▶ Your objective
When you reach the line containing "index mcp: (568, 591)" in the entries below, begin reproducing lines exactly, and stop once the line containing "pinky tip: (670, 966)" is done.

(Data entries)
***

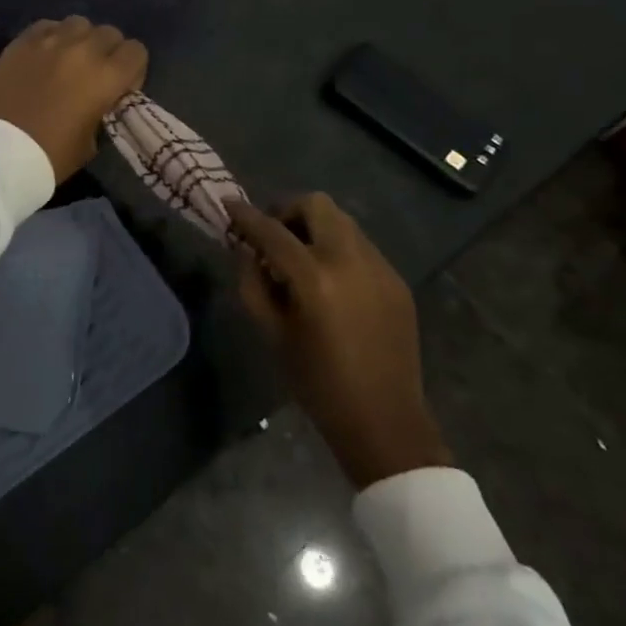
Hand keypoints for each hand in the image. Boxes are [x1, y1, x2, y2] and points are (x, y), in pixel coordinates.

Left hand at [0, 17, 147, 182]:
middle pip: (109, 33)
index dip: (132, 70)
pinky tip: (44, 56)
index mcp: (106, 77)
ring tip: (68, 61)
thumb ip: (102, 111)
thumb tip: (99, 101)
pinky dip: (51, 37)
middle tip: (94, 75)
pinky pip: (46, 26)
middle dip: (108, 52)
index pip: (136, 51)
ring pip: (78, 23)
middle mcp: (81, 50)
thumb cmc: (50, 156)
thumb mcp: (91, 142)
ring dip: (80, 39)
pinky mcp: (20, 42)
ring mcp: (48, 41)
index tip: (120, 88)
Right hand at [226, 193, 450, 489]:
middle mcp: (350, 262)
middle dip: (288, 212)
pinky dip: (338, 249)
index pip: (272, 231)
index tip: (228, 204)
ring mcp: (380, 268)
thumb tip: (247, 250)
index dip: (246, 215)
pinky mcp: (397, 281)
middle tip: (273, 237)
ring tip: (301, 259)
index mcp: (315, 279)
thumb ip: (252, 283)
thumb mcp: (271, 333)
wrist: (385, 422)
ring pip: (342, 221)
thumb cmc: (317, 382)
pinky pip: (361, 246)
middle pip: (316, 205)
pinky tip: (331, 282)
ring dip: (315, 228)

***

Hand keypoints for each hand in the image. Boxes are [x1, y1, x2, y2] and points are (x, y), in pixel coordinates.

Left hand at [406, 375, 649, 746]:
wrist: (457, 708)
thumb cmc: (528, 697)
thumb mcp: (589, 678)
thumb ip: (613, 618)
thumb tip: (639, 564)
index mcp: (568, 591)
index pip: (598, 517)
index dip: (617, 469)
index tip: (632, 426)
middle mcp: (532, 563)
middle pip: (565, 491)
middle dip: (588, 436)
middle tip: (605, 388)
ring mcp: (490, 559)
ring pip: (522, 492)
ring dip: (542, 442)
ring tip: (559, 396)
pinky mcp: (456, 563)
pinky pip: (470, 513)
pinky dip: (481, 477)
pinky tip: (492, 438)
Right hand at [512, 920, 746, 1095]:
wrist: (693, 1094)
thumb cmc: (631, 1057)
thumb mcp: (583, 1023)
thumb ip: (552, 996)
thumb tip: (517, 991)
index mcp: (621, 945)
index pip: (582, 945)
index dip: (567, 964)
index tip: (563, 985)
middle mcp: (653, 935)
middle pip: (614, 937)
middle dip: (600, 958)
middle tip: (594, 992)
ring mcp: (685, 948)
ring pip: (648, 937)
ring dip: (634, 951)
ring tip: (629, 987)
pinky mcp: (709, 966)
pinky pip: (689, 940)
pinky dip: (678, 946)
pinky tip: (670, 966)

***

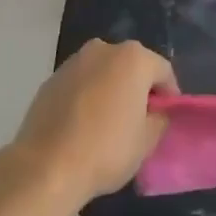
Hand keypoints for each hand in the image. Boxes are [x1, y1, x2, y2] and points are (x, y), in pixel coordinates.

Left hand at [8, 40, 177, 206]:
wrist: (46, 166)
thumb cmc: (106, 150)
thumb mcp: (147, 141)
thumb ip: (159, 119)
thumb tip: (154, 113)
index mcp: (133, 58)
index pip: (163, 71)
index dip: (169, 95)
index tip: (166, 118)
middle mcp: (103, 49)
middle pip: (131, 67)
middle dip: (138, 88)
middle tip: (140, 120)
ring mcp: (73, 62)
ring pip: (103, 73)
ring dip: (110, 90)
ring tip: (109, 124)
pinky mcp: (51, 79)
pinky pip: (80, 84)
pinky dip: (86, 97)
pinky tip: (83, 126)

***

▶ Response box
index mcp: (568, 591)
index pip: (598, 517)
index dip: (617, 469)
index tip: (632, 426)
middle mcp: (532, 563)
middle pip: (565, 491)
middle dip: (588, 436)
middle tip: (605, 388)
ring mcp: (490, 559)
ring pip: (522, 492)
ring dip: (542, 442)
ring tip: (559, 396)
pinky mcp: (456, 563)
pinky pip: (470, 513)
pinky dip: (481, 477)
pinky tip: (492, 438)
Right hand at [512, 920, 746, 1095]:
wrist: (693, 1094)
thumb cmc: (631, 1057)
thumb mcp: (583, 1023)
thumb ip: (552, 996)
thumb tip: (517, 991)
index mcp: (621, 945)
index pip: (582, 945)
index dip: (567, 964)
index tip: (563, 985)
middle mcp: (653, 935)
middle pip: (614, 937)
middle dip: (600, 958)
middle tip: (594, 992)
ring mcp: (685, 948)
ring pip: (648, 937)
ring dip: (634, 951)
ring tip: (629, 987)
pinky mcp: (709, 966)
pinky pip: (689, 940)
pinky dip: (678, 946)
pinky tip: (670, 966)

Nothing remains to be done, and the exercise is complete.